The Mémoire series is representative of Baloji’s overall practice, which is rooted in examining the past as a means of also scrutinising the present. He has commented, ‘I think reality has a kind of complex, a relationship with, past, present, now, yesterday or today.’ (In Matthias Ussing Seeberg 2015.) For example, the imposing hillside pictured in Untitled 6 is in fact the slagheap of the Mine de l’Etoile in the Katanga region, ‘the most prominent symbol of Lubumbashi’s never-fulfilled modernity’ (Yasmine Van Pee, Mining Katanga: Sammy Baloji’s Mémoires, Berkeley, California 2006, p.10, https://www.academia.edu/9476861/Mining_Katanga_Sammy_Baloji_s_M%C3%A9moires_2006, accessed 8 March 2019). The mine closed in 2003 and in 2006 the Malta Forrest Group began officially extracting copper and cobalt from the discarded ore. It has been said, however that Forrest also unofficially extracts uranium from the site (Van Pee 2006, p.10, accessed 8 March 2019). Baloji’s series equally questions other present-day realities of mining in the Katanga region; for example, in recent decades, mining has taken place for coltan – an ore used globally in the manufacture of expensive electronics such as cell phones and computers – yet local working conditions and trade benefits are poorly regulated.

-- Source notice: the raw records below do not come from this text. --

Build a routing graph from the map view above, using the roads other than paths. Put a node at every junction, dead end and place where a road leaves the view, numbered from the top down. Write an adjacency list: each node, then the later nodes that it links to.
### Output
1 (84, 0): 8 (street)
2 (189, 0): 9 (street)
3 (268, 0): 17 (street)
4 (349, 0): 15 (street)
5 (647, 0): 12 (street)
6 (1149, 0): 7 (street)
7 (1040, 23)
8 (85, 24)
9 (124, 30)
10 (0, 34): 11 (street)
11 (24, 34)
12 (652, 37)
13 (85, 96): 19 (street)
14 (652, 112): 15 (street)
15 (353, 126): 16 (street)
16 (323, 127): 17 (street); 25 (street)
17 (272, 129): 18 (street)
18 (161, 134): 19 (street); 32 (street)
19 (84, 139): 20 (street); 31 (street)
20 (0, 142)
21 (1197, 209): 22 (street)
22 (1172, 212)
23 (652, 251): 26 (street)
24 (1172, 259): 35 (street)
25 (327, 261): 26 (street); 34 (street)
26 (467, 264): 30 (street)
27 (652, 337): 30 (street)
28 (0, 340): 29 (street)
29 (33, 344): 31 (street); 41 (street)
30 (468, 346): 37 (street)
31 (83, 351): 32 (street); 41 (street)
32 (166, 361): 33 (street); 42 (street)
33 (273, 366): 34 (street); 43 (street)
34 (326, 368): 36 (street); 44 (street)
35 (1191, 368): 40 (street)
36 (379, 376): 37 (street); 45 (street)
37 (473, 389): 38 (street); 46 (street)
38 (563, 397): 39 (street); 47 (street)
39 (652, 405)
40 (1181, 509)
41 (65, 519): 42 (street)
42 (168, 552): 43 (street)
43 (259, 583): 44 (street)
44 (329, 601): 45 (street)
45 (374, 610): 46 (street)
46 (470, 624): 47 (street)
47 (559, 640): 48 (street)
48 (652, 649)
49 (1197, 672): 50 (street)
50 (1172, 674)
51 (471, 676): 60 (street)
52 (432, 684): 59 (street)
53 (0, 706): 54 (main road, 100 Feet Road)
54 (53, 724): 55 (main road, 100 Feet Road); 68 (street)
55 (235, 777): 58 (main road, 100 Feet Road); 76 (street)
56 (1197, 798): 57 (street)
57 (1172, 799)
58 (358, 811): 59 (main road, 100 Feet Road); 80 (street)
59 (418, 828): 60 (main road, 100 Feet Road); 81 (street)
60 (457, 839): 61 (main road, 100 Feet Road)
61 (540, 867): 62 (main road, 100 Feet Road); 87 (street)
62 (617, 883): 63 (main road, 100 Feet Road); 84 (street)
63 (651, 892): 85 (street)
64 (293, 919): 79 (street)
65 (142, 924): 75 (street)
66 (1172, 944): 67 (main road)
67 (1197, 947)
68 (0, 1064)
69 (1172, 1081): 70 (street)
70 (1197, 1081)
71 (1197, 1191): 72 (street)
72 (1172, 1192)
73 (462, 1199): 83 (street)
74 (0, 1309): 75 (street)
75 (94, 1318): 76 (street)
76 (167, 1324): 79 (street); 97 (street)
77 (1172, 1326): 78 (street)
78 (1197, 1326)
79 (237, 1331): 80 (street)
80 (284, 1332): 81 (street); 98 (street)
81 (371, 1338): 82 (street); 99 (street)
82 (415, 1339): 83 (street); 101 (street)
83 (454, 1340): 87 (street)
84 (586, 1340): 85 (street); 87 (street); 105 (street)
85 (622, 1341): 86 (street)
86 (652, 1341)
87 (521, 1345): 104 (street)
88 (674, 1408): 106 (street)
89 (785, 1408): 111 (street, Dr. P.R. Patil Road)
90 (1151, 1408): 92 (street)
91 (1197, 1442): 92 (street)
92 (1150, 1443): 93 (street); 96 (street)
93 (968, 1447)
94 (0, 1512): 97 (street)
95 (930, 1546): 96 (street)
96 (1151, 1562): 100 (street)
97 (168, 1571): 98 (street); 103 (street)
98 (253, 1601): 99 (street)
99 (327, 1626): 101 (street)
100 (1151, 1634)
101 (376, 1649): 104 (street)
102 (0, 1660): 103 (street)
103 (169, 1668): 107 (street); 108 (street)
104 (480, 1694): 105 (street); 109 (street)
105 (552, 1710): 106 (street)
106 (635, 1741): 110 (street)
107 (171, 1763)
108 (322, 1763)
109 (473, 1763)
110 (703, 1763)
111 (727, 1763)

In a leaflet accompanying the display of work from the Mémoire series at Tate Modern, London in 2011, Baloji commented:
What do you want, it’s not just ‘Mayibwe’ which are the remains of Gécamines!
I saw the still warm entrails of brownfields, the famous Congolese economic powerhouse.
I saw the memory of an epic illustrated, the heyday of these settlers dapper
I’ve seen looks black and white
I saw women and children
I saw the power
I saw the big elephant collapse (on four legs) on the eve of its hundred years.
It was enough to read the past in the light of this
(Text from leaflet for the exhibition Contested Terrains, Tate Modern, London 2011.)
Through its layering of past and present, Mémoire acts as a reminder of Congo’s changing economic fortunes, the results of the insatiable exploitation of its resources and the inhumanity of the colonial period. Yet, in referencing histories of Western imperialism and post-colonial disillusionment, Baloji also highlights the ongoing effects of predatory global capitalism.
Bogumil Jewsiewicki, Sammy Baloji, The Beautiful Time: Photography by Sammy Baloji, exhibition catalogue, National Museum for African Art, Washington D.C. 2010.
Filip de Boeck and Sammy Baloji, Suturing the City: Living Together in Congo’s Urban Worlds, London 2016.
Matthias Ussing Seeberg, Sammy Baloji: The Past in Front of Us, video, Louisiana Channel, The Louisiana Museum of Modern Art, Humlebæk, Denmark 2015.